= EXERCISE DESCRIPTION =
In the records, find each line where "points" occurs, and copy it.

--- EXTRACTED DATA Enclosed Below ---

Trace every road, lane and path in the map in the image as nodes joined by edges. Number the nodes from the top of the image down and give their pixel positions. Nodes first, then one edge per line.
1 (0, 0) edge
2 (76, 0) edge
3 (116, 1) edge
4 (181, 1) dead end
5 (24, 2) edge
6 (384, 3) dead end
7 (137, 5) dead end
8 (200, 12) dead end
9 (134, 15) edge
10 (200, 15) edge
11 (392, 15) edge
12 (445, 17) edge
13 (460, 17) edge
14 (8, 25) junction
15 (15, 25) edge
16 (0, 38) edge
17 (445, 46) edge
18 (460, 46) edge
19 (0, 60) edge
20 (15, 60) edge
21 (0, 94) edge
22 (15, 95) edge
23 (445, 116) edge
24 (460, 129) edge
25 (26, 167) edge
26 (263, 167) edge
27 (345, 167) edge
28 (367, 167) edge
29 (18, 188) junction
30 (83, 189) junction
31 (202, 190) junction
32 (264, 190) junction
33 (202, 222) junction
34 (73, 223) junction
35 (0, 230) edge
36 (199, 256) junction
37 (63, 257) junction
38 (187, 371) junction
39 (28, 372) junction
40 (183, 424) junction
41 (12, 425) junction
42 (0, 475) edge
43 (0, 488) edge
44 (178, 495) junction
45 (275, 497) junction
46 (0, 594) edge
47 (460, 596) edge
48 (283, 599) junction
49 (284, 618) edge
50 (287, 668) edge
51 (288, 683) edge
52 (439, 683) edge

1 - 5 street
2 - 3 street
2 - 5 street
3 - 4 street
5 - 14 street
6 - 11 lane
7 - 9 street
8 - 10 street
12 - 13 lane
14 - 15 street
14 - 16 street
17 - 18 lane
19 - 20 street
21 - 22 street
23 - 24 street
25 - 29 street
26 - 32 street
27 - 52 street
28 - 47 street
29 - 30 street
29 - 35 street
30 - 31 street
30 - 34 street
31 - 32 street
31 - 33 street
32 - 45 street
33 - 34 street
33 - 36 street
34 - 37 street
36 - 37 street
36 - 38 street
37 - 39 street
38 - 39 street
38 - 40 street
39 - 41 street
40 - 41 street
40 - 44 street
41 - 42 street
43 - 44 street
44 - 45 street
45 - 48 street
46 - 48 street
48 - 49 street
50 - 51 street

--- End of Enclosed EXTRACTED DATA ---
--- EXTRACTED DATA Enclosed Below ---

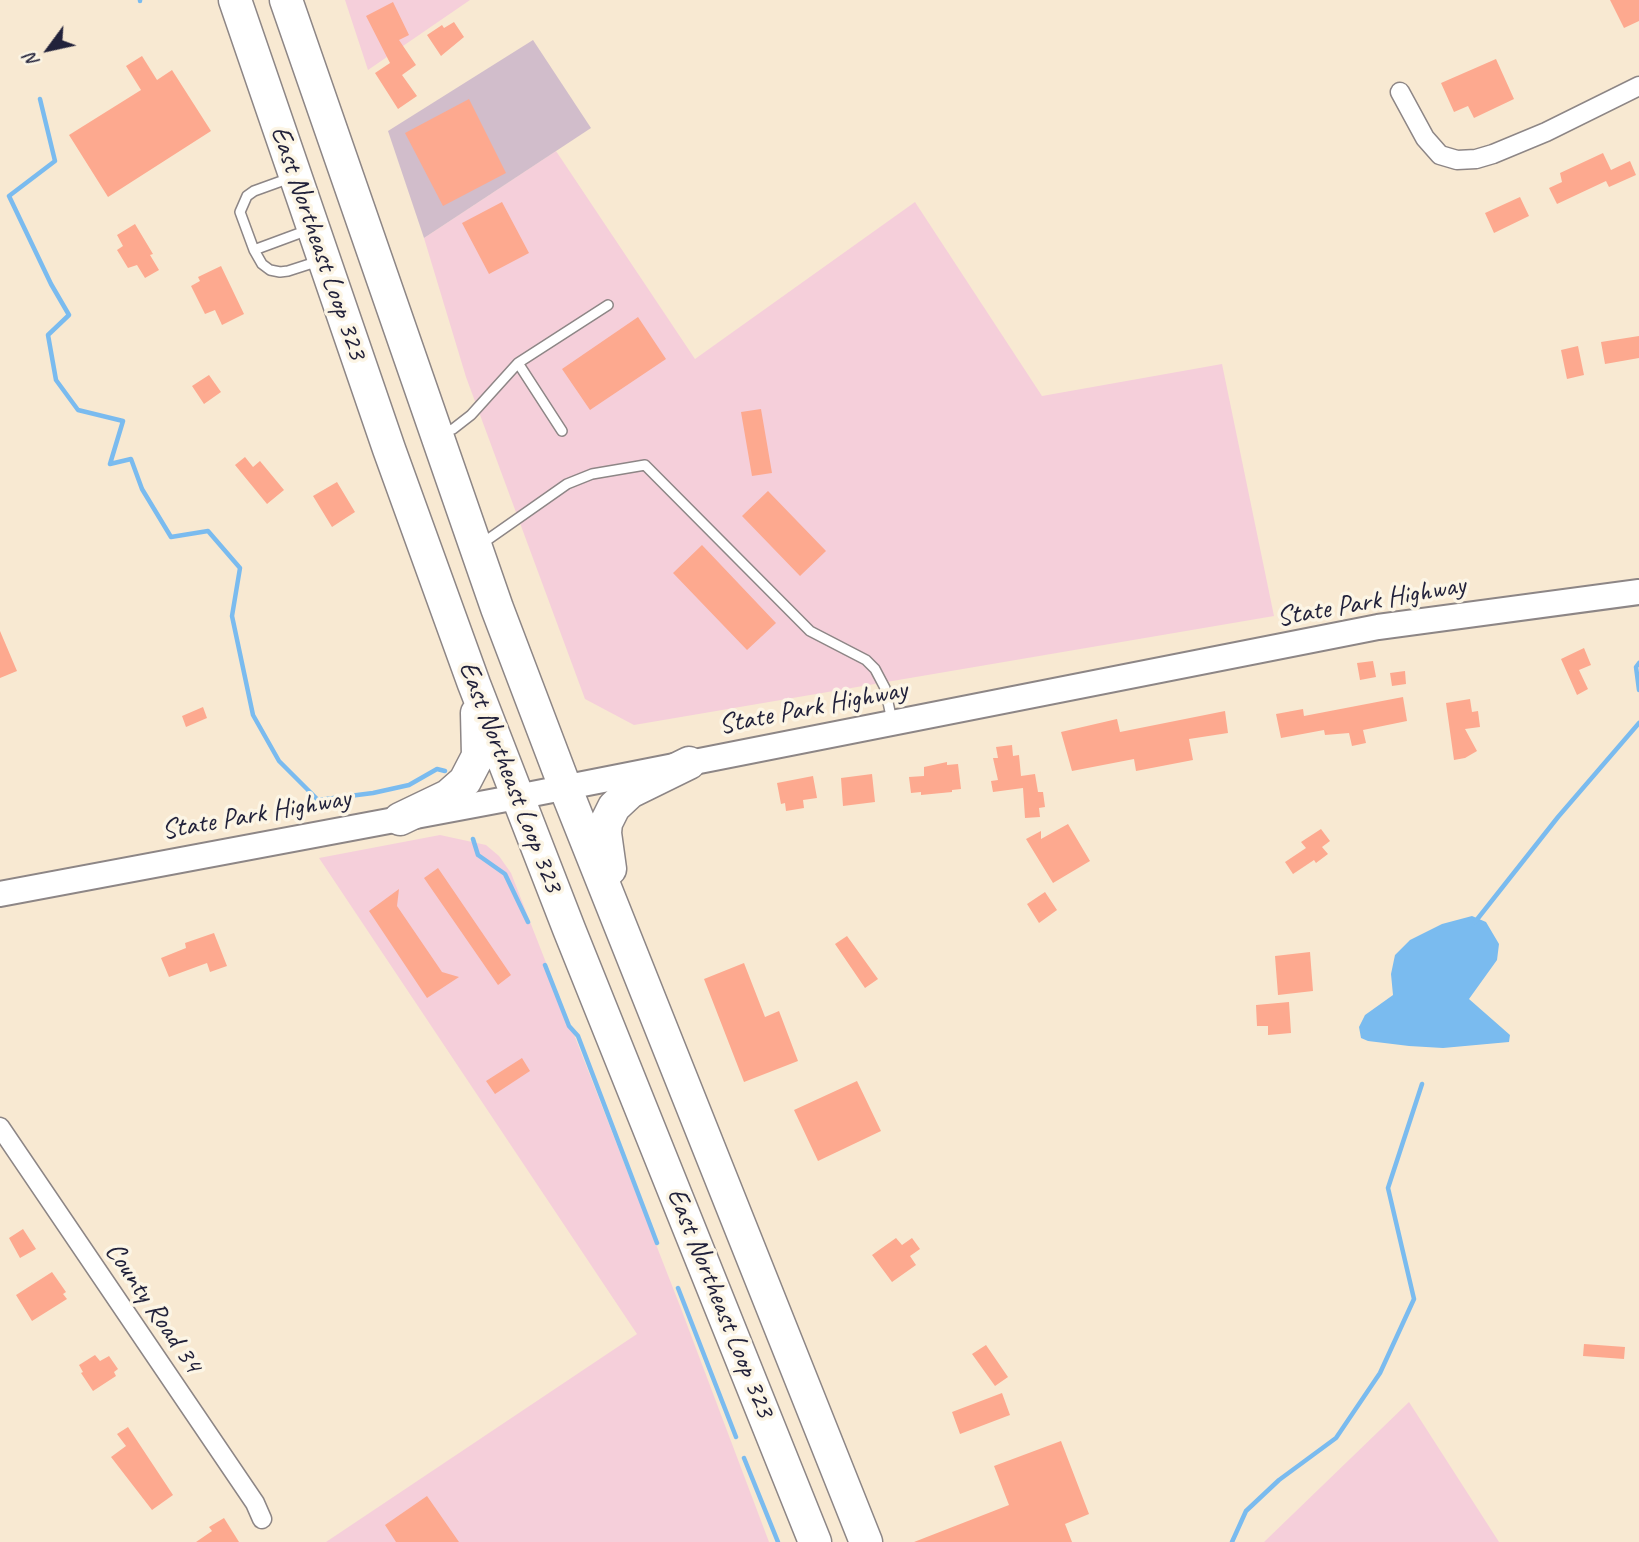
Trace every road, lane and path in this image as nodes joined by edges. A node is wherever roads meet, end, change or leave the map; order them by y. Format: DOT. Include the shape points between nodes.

--- End of Enclosed EXTRACTED DATA ---
--- EXTRACTED DATA Enclosed Below ---

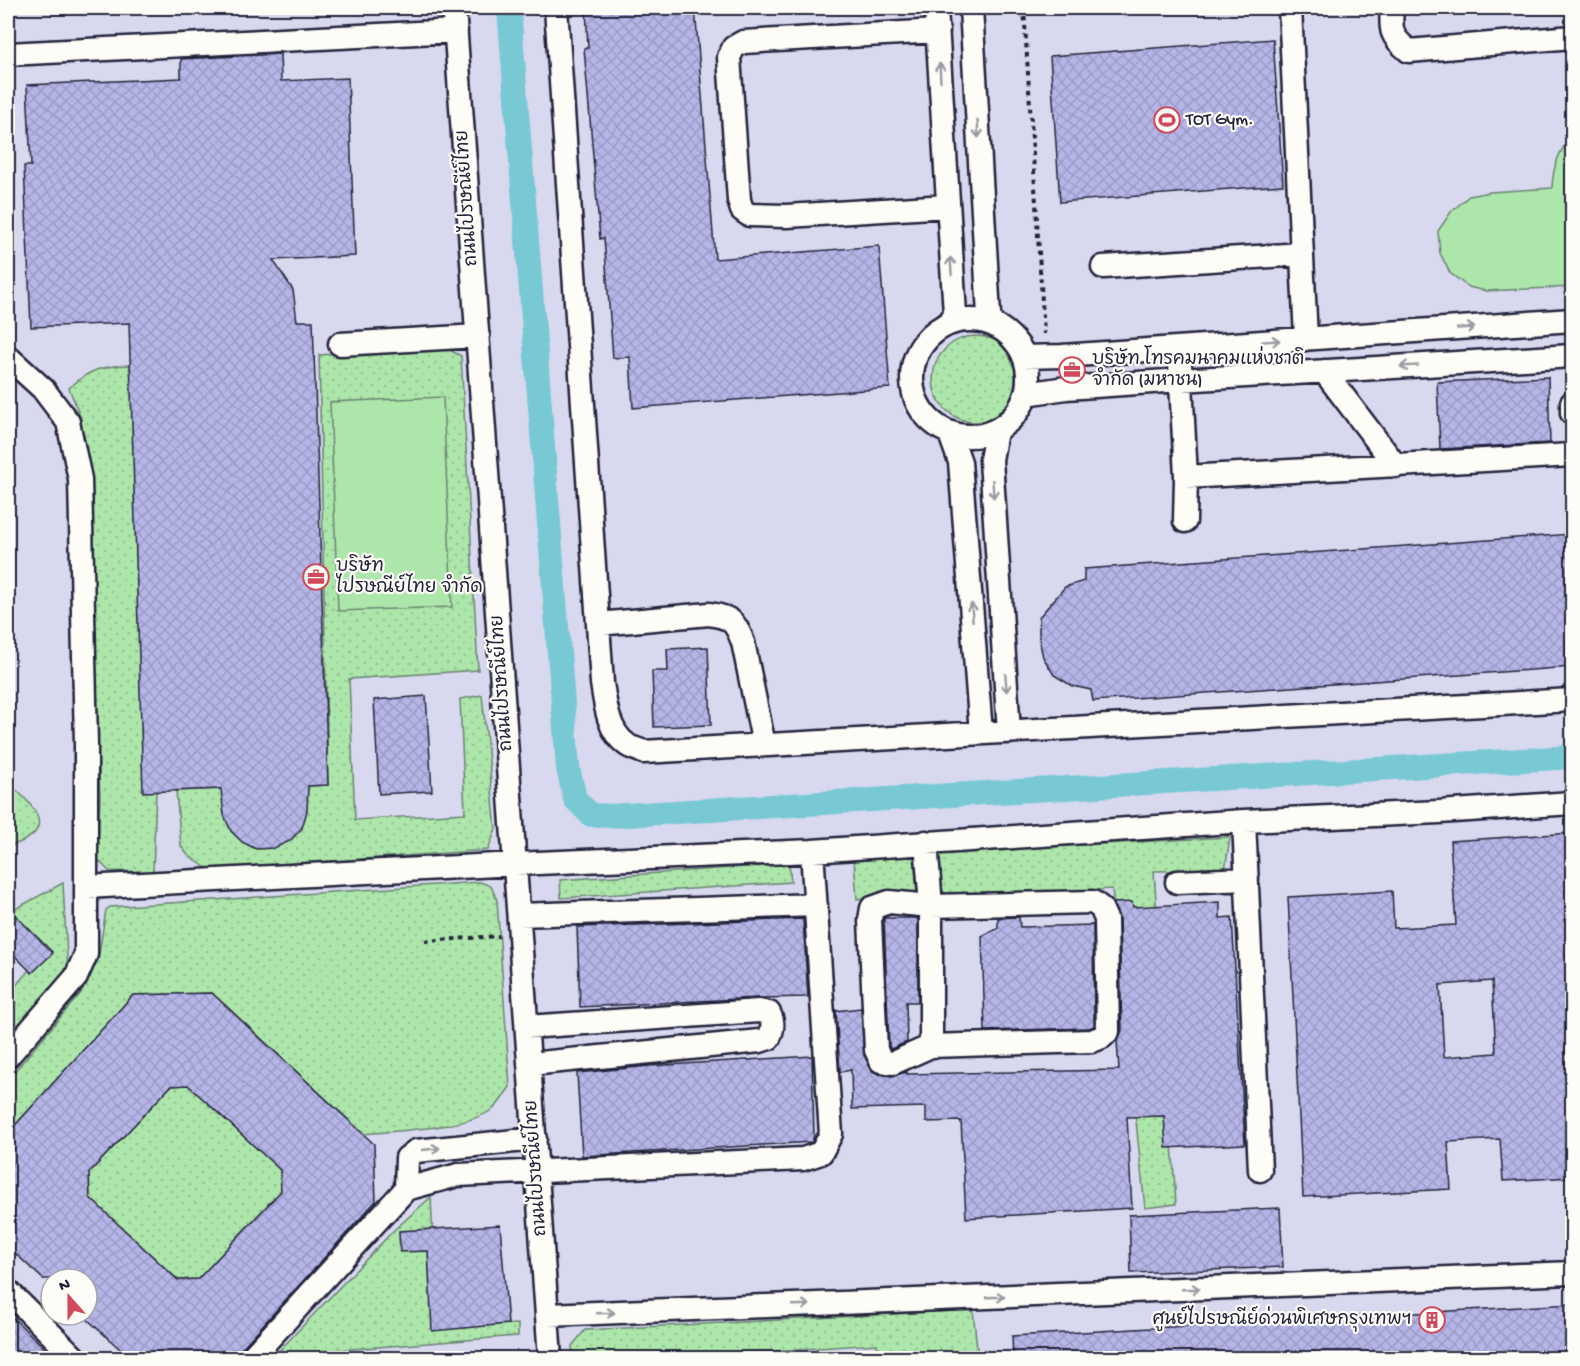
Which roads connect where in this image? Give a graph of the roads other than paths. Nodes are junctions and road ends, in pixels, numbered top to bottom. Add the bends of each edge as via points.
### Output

--- End of Enclosed EXTRACTED DATA ---

= TASK OUTPUT =
Trace every road, lane and path in this image as nodes joined by edges. A node is wherever roads meet, end, change or leave the map; order them by y. Format: DOT. Include the shape points between nodes.
Which roads connect where in this image? Give a graph of the roads other than paths. Nodes are junctions and road ends, in pixels, numbered top to bottom. Add the bends of each edge as via points.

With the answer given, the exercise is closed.